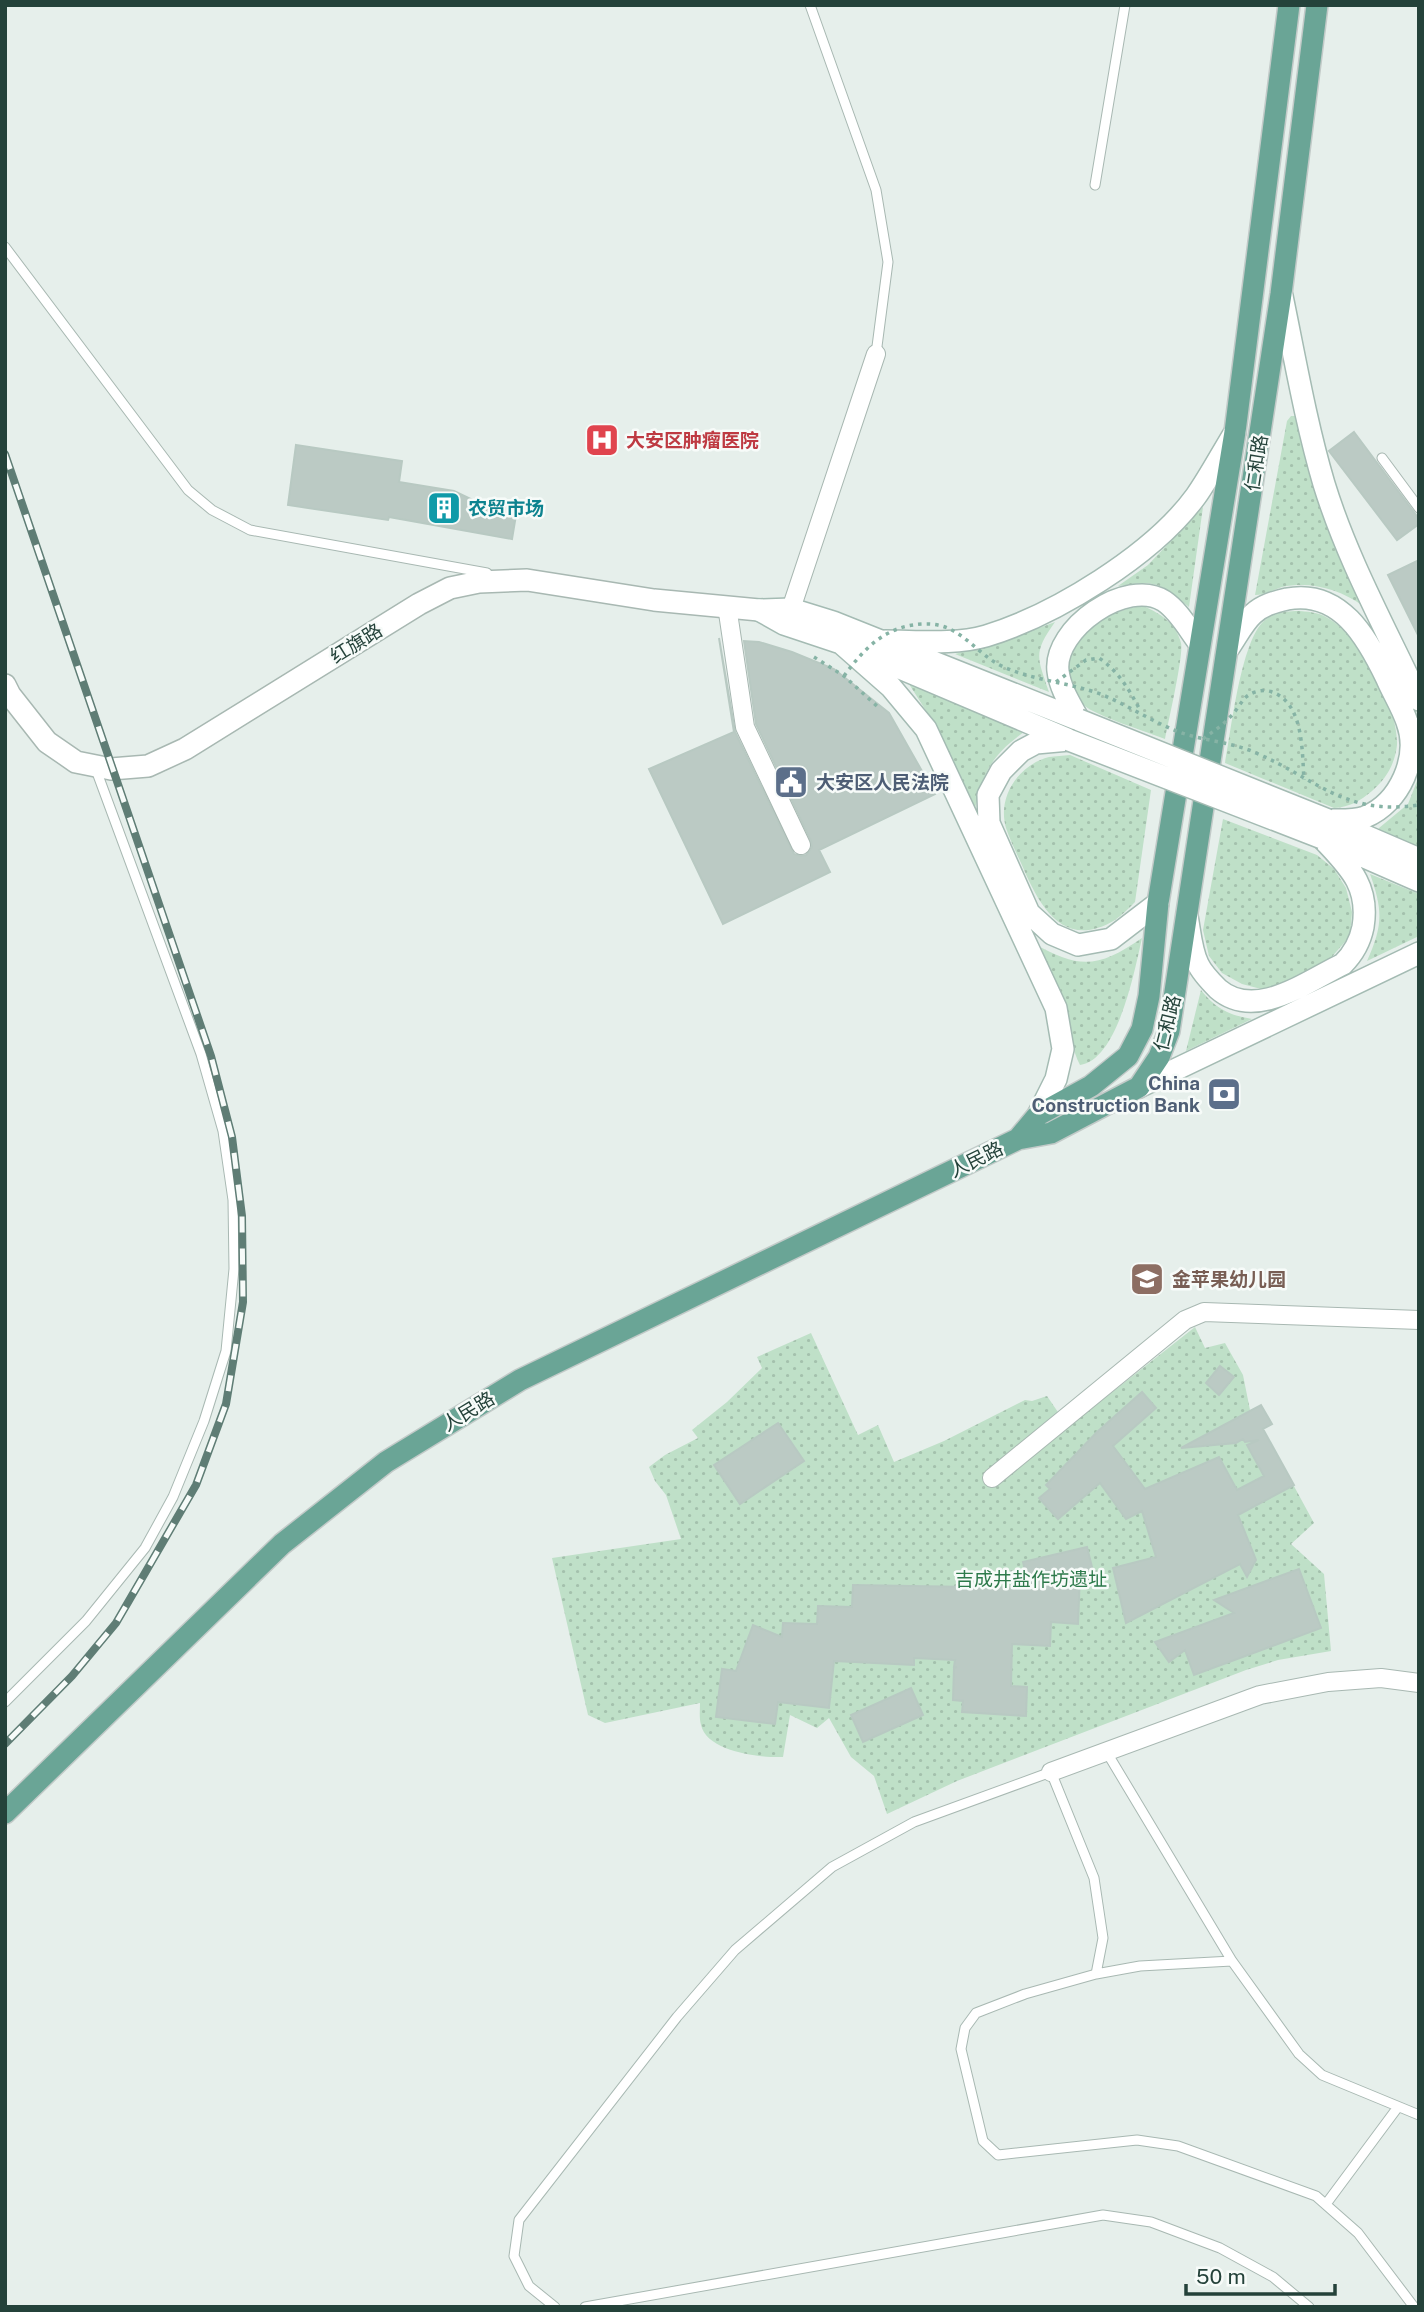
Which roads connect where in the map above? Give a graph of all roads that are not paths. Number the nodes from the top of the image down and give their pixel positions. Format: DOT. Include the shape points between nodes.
graph roads {
  1 [pos="810,5"];
  2 [pos="1125,5"];
  3 [pos="1289,5"];
  4 [pos="1317,5"];
  5 [pos="1095,185"];
  6 [pos="5,247"];
  7 [pos="1281,294"];
  8 [pos="876,354"];
  9 [pos="1235,432"];
  10 [pos="1382,458"];
  11 [pos="1419,508"];
  12 [pos="527,580"];
  13 [pos="727,606"];
  14 [pos="791,609"];
  15 [pos="759,610"];
  16 [pos="885,641"];
  17 [pos="841,643"];
  18 [pos="1199,643"];
  19 [pos="1228,649"];
  20 [pos="5,685"];
  21 [pos="1419,700"];
  22 [pos="1079,720"];
  23 [pos="1069,740"];
  24 [pos="95,765"];
  25 [pos="1325,829"];
  26 [pos="801,845"];
  27 [pos="1419,859"];
  28 [pos="1419,881"];
  29 [pos="1158,902"];
  30 [pos="1186,913"];
  31 [pos="1419,953"];
  32 [pos="1139,1087"];
  33 [pos="1038,1115"];
  34 [pos="1018,1139"];
  35 [pos="1419,1320"];
  36 [pos="992,1478"];
  37 [pos="1419,1683"];
  38 [pos="5,1702"];
  39 [pos="1106,1751"];
  40 [pos="1051,1772"];
  41 [pos="5,1813"];
  42 [pos="1232,1961"];
  43 [pos="1096,1974"];
  44 [pos="1398,2107"];
  45 [pos="1419,2115"];
  46 [pos="1326,2204"];
  47 [pos="555,2307"];
  48 [pos="585,2307"];
  49 [pos="1308,2307"];
  50 [pos="1414,2307"];
  1 -- 8 [label="lane" via="876,190 888,262"];
  2 -- 5 [label="lane"];
  3 -- 9 [label="main road, 仁和路"];
  4 -- 7 [label="main road, 仁和路"];
  6 -- 12 [label="lane" via="188,490 212,510 250,530"];
  7 -- 19 [label="main road, 仁和路"];
  7 -- 21 [label="main road" via="1324,485 1350,555"];
  8 -- 14 [label="street"];
  9 -- 16 [label="main road" via="1195,497 1149,546 1106,578 985,636 937,642"];
  9 -- 18 [label="main road, 仁和路"];
  10 -- 11 [label="lane"];
  12 -- 13 [label="main road, 红旗路"];
  12 -- 24 [label="main road, 红旗路" via="450,588 185,749 148,766 111,769"];
  13 -- 15 [label="main road, 红旗路"];
  13 -- 26 [label="street" via="745,727"];
  14 -- 15 [label="main road"];
  14 -- 16 [label="main road"];
  15 -- 17 [label="main road" via="784,624"];
  16 -- 22 [label="main road"];
  17 -- 23 [label="main road"];
  17 -- 33 [label="main road" via="891,687 926,729 1056,1008 1063,1049 1056,1079"];
  18 -- 22 [label="main road" via="1164,601 1129,595 1109,603 1072,632 1061,649 1057,669"];
  18 -- 29 [label="main road, 仁和路"];
  19 -- 25 [label="main road" via="1251,616 1264,606 1297,597 1330,604 1345,613 1376,656 1408,724 1408,766 1402,783 1378,809"];
  19 -- 30 [label="main road, 仁和路"];
  20 -- 24 [label="main road, 红旗路" via="47,742 76,762"];
  22 -- 25 [label="main road, bridge"];
  23 -- 25 [label="main road, bridge"];
  23 -- 29 [label="main road" via="1036,743 1021,751 1000,771 988,795 989,823 1030,913 1052,934 1079,945 1111,939"];
  24 -- 38 [label="lane" via="201,1054 223,1131 233,1200 233,1282 226,1351 173,1497 145,1548 103,1600"];
  25 -- 27 [label="main road"];
  25 -- 28 [label="main road"];
  25 -- 30 [label="main road" via="1363,893 1361,936 1343,964 1268,1000 1251,1003 1227,997 1198,963"];
  29 -- 33 [label="main road, 仁和路" via="1149,996 1142,1029 1128,1056 1091,1086"];
  30 -- 32 [label="main road, 仁和路" via="1169,1031"];
  31 -- 32 [label="main road"];
  32 -- 34 [label="main road, 仁和路" via="1051,1133"];
  33 -- 34 [label="main road, 仁和路"];
  34 -- 41 [label="main road, 人民路" via="520,1380 386,1462 282,1544"];
  35 -- 36 [label="street" via="1204,1312 1185,1320"];
  37 -- 39 [label="street" via="1381,1678 1341,1681 1260,1695"];
  39 -- 40 [label="street"];
  39 -- 42 [label="lane"];
  40 -- 43 [label="lane" via="1094,1878 1103,1938"];
  40 -- 47 [label="lane" via="914,1822 832,1867 734,1950 519,2220 514,2256 529,2286"];
  42 -- 43 [label="lane" via="1139,1966"];
  42 -- 44 [label="lane" via="1299,2054 1322,2075"];
  43 -- 46 [label="lane" via="976,2012 965,2028 961,2049 983,2141 998,2155 1137,2140 1178,2146 1316,2196"];
  44 -- 45 [label="lane"];
  44 -- 46 [label="lane"];
  46 -- 50 [label="lane" via="1358,2233"];
  48 -- 49 [label="lane" via="1103,2214 1151,2222 1220,2248 1273,2277"];
}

• [Task objective]:
All entries above are to be reproduced exactly, with no pictures.

• [Written answer]:
Which roads connect where in the map above? Give a graph of all roads that are not paths. Number the nodes from the top of the image down and give their pixel positions. Format: DOT. Include the shape points between nodes.
graph roads {
  1 [pos="810,5"];
  2 [pos="1125,5"];
  3 [pos="1289,5"];
  4 [pos="1317,5"];
  5 [pos="1095,185"];
  6 [pos="5,247"];
  7 [pos="1281,294"];
  8 [pos="876,354"];
  9 [pos="1235,432"];
  10 [pos="1382,458"];
  11 [pos="1419,508"];
  12 [pos="527,580"];
  13 [pos="727,606"];
  14 [pos="791,609"];
  15 [pos="759,610"];
  16 [pos="885,641"];
  17 [pos="841,643"];
  18 [pos="1199,643"];
  19 [pos="1228,649"];
  20 [pos="5,685"];
  21 [pos="1419,700"];
  22 [pos="1079,720"];
  23 [pos="1069,740"];
  24 [pos="95,765"];
  25 [pos="1325,829"];
  26 [pos="801,845"];
  27 [pos="1419,859"];
  28 [pos="1419,881"];
  29 [pos="1158,902"];
  30 [pos="1186,913"];
  31 [pos="1419,953"];
  32 [pos="1139,1087"];
  33 [pos="1038,1115"];
  34 [pos="1018,1139"];
  35 [pos="1419,1320"];
  36 [pos="992,1478"];
  37 [pos="1419,1683"];
  38 [pos="5,1702"];
  39 [pos="1106,1751"];
  40 [pos="1051,1772"];
  41 [pos="5,1813"];
  42 [pos="1232,1961"];
  43 [pos="1096,1974"];
  44 [pos="1398,2107"];
  45 [pos="1419,2115"];
  46 [pos="1326,2204"];
  47 [pos="555,2307"];
  48 [pos="585,2307"];
  49 [pos="1308,2307"];
  50 [pos="1414,2307"];
  1 -- 8 [label="lane" via="876,190 888,262"];
  2 -- 5 [label="lane"];
  3 -- 9 [label="main road, 仁和路"];
  4 -- 7 [label="main road, 仁和路"];
  6 -- 12 [label="lane" via="188,490 212,510 250,530"];
  7 -- 19 [label="main road, 仁和路"];
  7 -- 21 [label="main road" via="1324,485 1350,555"];
  8 -- 14 [label="street"];
  9 -- 16 [label="main road" via="1195,497 1149,546 1106,578 985,636 937,642"];
  9 -- 18 [label="main road, 仁和路"];
  10 -- 11 [label="lane"];
  12 -- 13 [label="main road, 红旗路"];
  12 -- 24 [label="main road, 红旗路" via="450,588 185,749 148,766 111,769"];
  13 -- 15 [label="main road, 红旗路"];
  13 -- 26 [label="street" via="745,727"];
  14 -- 15 [label="main road"];
  14 -- 16 [label="main road"];
  15 -- 17 [label="main road" via="784,624"];
  16 -- 22 [label="main road"];
  17 -- 23 [label="main road"];
  17 -- 33 [label="main road" via="891,687 926,729 1056,1008 1063,1049 1056,1079"];
  18 -- 22 [label="main road" via="1164,601 1129,595 1109,603 1072,632 1061,649 1057,669"];
  18 -- 29 [label="main road, 仁和路"];
  19 -- 25 [label="main road" via="1251,616 1264,606 1297,597 1330,604 1345,613 1376,656 1408,724 1408,766 1402,783 1378,809"];
  19 -- 30 [label="main road, 仁和路"];
  20 -- 24 [label="main road, 红旗路" via="47,742 76,762"];
  22 -- 25 [label="main road, bridge"];
  23 -- 25 [label="main road, bridge"];
  23 -- 29 [label="main road" via="1036,743 1021,751 1000,771 988,795 989,823 1030,913 1052,934 1079,945 1111,939"];
  24 -- 38 [label="lane" via="201,1054 223,1131 233,1200 233,1282 226,1351 173,1497 145,1548 103,1600"];
  25 -- 27 [label="main road"];
  25 -- 28 [label="main road"];
  25 -- 30 [label="main road" via="1363,893 1361,936 1343,964 1268,1000 1251,1003 1227,997 1198,963"];
  29 -- 33 [label="main road, 仁和路" via="1149,996 1142,1029 1128,1056 1091,1086"];
  30 -- 32 [label="main road, 仁和路" via="1169,1031"];
  31 -- 32 [label="main road"];
  32 -- 34 [label="main road, 仁和路" via="1051,1133"];
  33 -- 34 [label="main road, 仁和路"];
  34 -- 41 [label="main road, 人民路" via="520,1380 386,1462 282,1544"];
  35 -- 36 [label="street" via="1204,1312 1185,1320"];
  37 -- 39 [label="street" via="1381,1678 1341,1681 1260,1695"];
  39 -- 40 [label="street"];
  39 -- 42 [label="lane"];
  40 -- 43 [label="lane" via="1094,1878 1103,1938"];
  40 -- 47 [label="lane" via="914,1822 832,1867 734,1950 519,2220 514,2256 529,2286"];
  42 -- 43 [label="lane" via="1139,1966"];
  42 -- 44 [label="lane" via="1299,2054 1322,2075"];
  43 -- 46 [label="lane" via="976,2012 965,2028 961,2049 983,2141 998,2155 1137,2140 1178,2146 1316,2196"];
  44 -- 45 [label="lane"];
  44 -- 46 [label="lane"];
  46 -- 50 [label="lane" via="1358,2233"];
  48 -- 49 [label="lane" via="1103,2214 1151,2222 1220,2248 1273,2277"];
}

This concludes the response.